→ **Exercise requirements**
Set the records down again in full, exactly as they are, apart from the images.
-*-
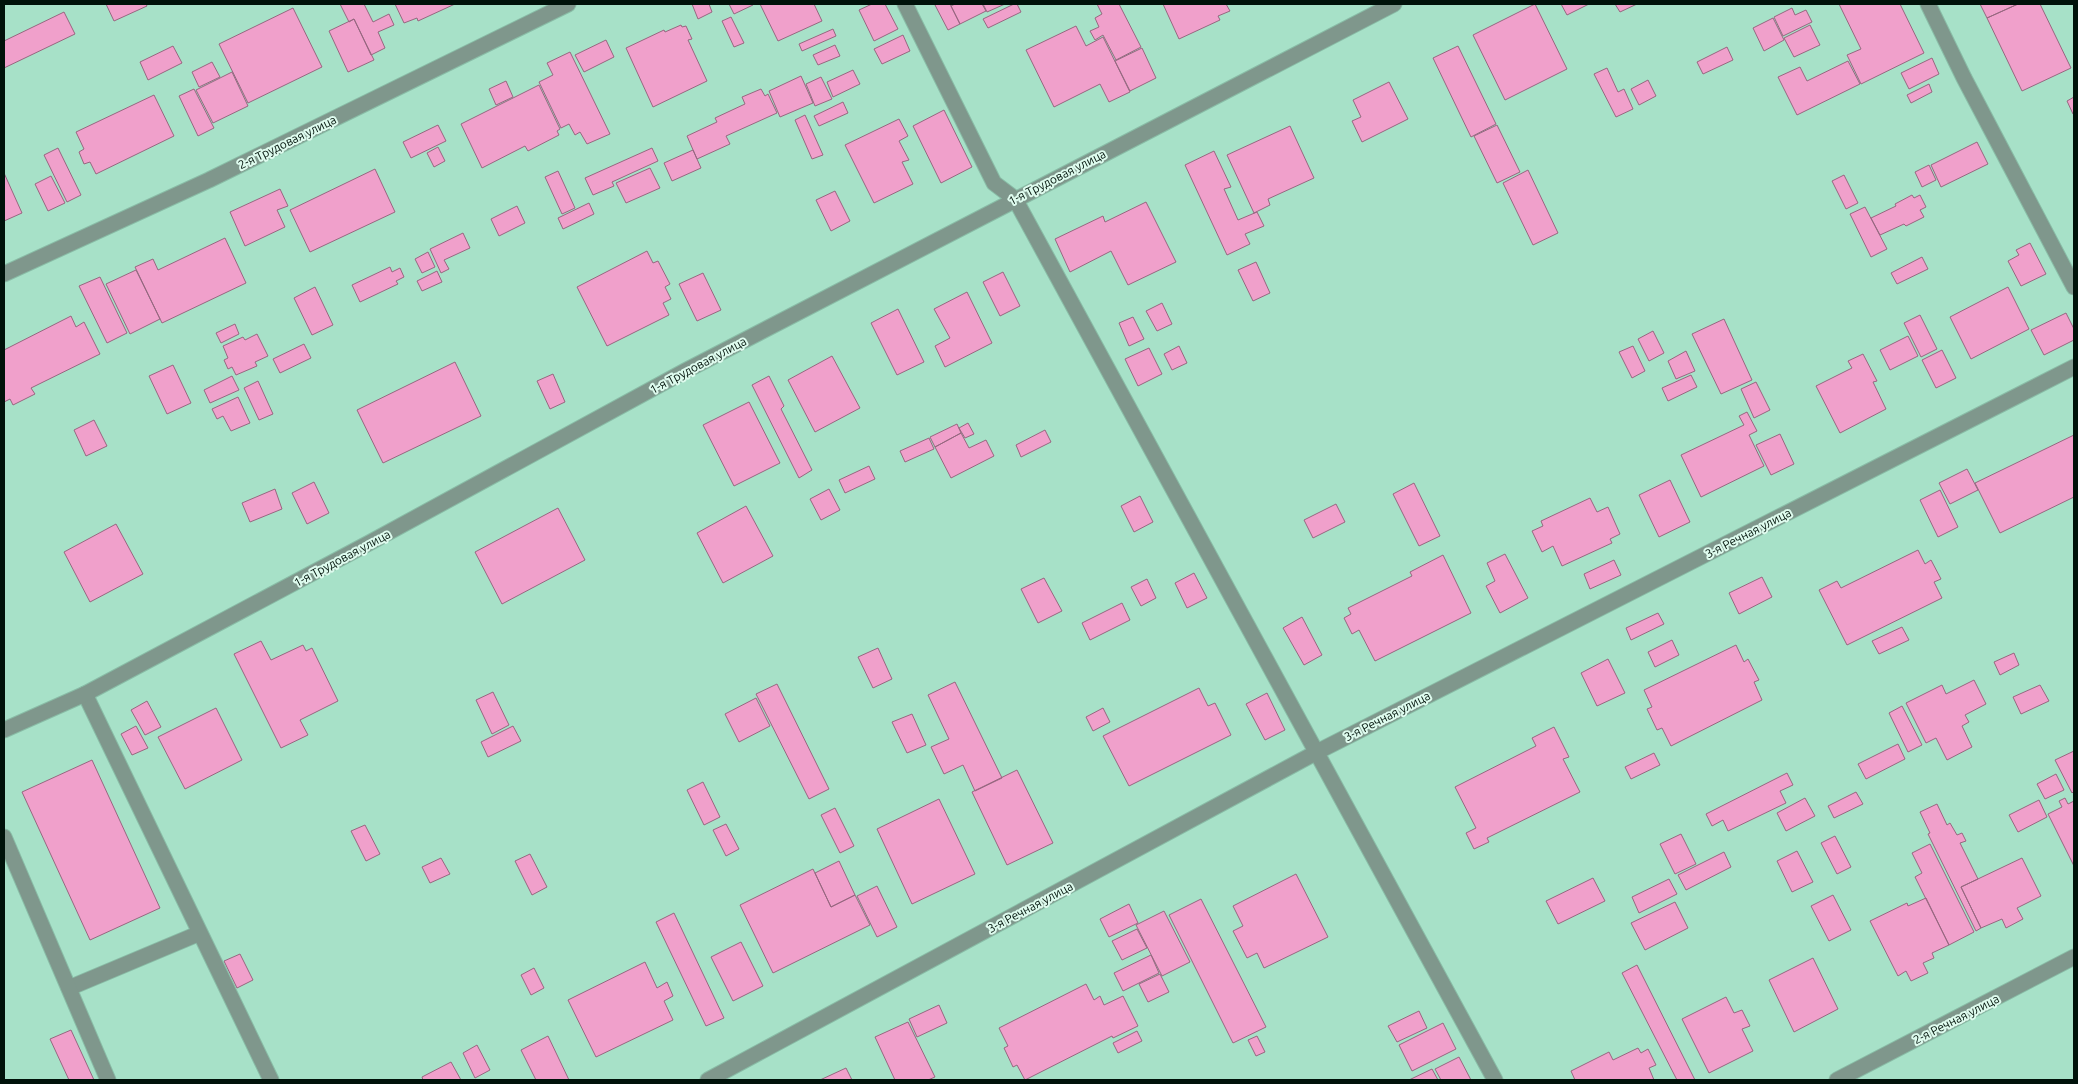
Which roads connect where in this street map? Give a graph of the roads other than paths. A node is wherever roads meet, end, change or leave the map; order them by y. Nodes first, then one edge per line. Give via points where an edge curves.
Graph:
1 (568, 4) edge
2 (905, 4) edge
3 (1394, 4) edge
4 (1928, 4) edge
5 (1014, 199) junction
6 (4, 274) edge
7 (2074, 287) edge
8 (2074, 367) edge
9 (85, 694) junction
10 (4, 730) edge
11 (1317, 752) junction
12 (4, 837) edge
13 (200, 933) junction
14 (2074, 957) edge
15 (69, 988) junction
16 (108, 1080) edge
17 (271, 1080) edge
18 (708, 1080) edge
19 (1495, 1080) edge
20 (1837, 1080) edge

1 - 6 street, 2-я Трудовая улица via 218,176
2 - 5 street via 994,183
3 - 5 street, 1-я Трудовая улица
4 - 7 street
5 - 9 street, 1-я Трудовая улица via 684,371
5 - 11 street
8 - 11 street, 3-я Речная улица
9 - 10 street, 1-я Трудовая улица
9 - 13 street
11 - 18 street, 3-я Речная улица
11 - 19 street
12 - 15 street
13 - 15 street
13 - 17 street
14 - 20 street, 2-я Речная улица
15 - 16 street

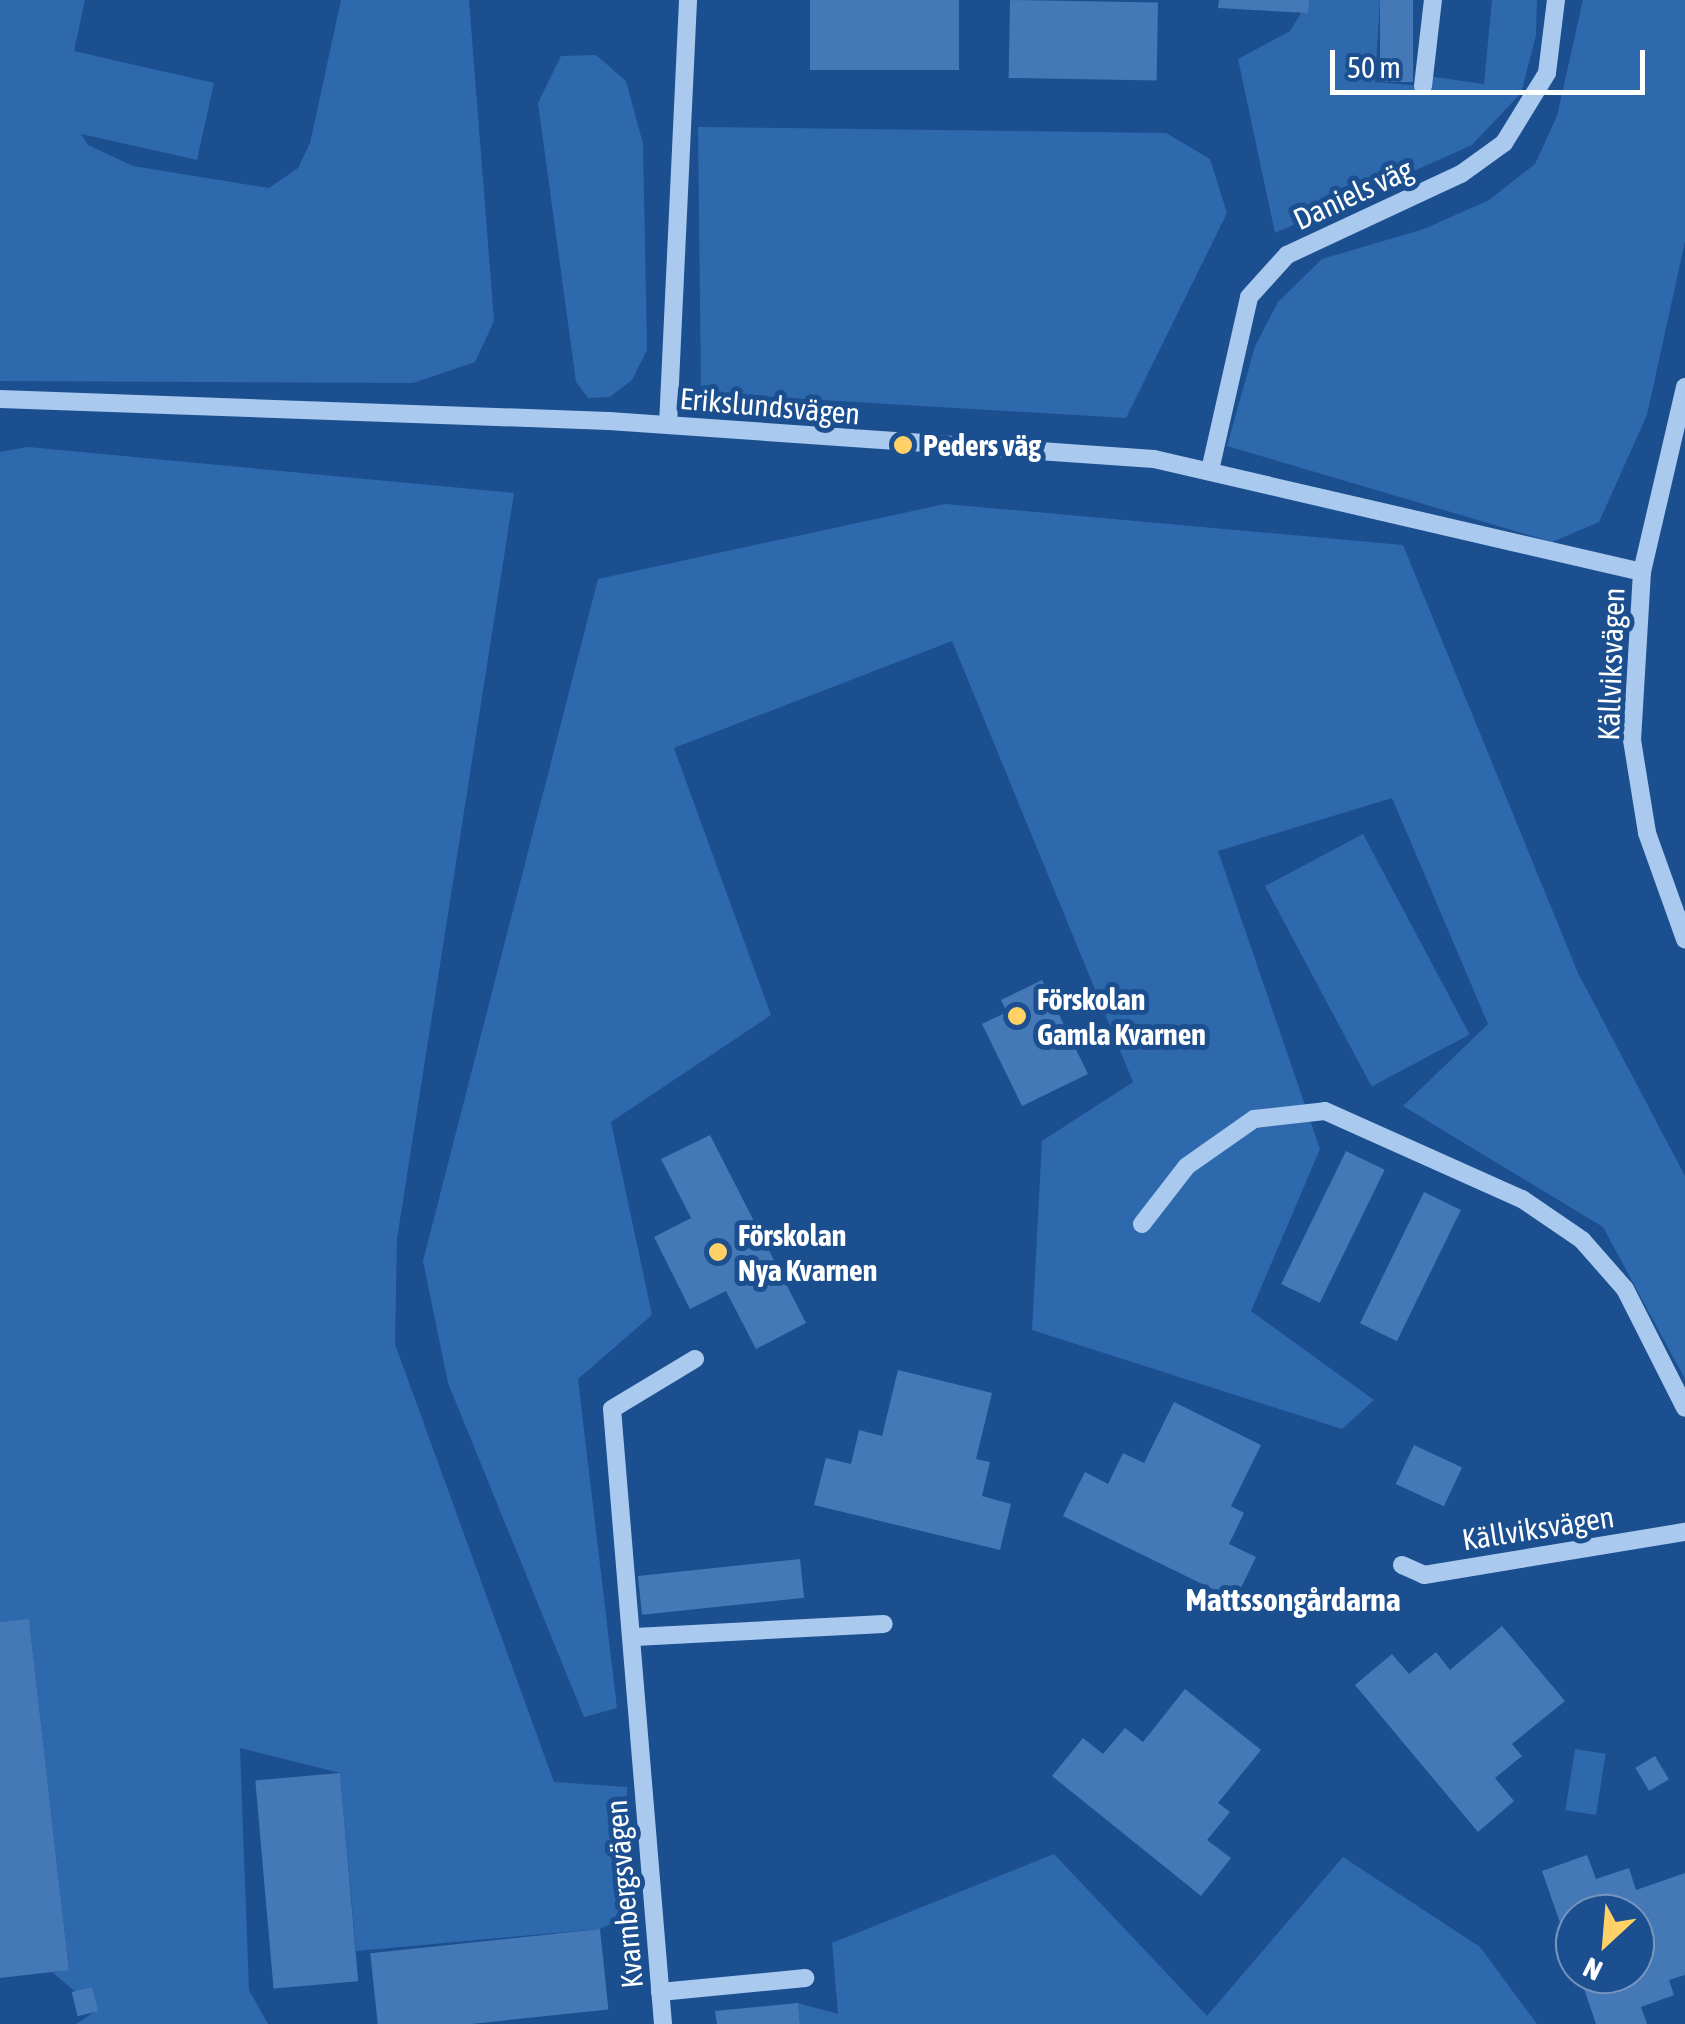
-*-
→ **Task output**
Which roads connect where in this street map? Give a graph of the roads other than paths. A node is wherever roads meet, end, change or leave the map; order them by y. Nodes first, then one edge per line. Give via points where an edge curves.
Graph:
1 (568, 4) edge
2 (905, 4) edge
3 (1394, 4) edge
4 (1928, 4) edge
5 (1014, 199) junction
6 (4, 274) edge
7 (2074, 287) edge
8 (2074, 367) edge
9 (85, 694) junction
10 (4, 730) edge
11 (1317, 752) junction
12 (4, 837) edge
13 (200, 933) junction
14 (2074, 957) edge
15 (69, 988) junction
16 (108, 1080) edge
17 (271, 1080) edge
18 (708, 1080) edge
19 (1495, 1080) edge
20 (1837, 1080) edge

1 - 6 street, 2-я Трудовая улица via 218,176
2 - 5 street via 994,183
3 - 5 street, 1-я Трудовая улица
4 - 7 street
5 - 9 street, 1-я Трудовая улица via 684,371
5 - 11 street
8 - 11 street, 3-я Речная улица
9 - 10 street, 1-я Трудовая улица
9 - 13 street
11 - 18 street, 3-я Речная улица
11 - 19 street
12 - 15 street
13 - 15 street
13 - 17 street
14 - 20 street, 2-я Речная улица
15 - 16 street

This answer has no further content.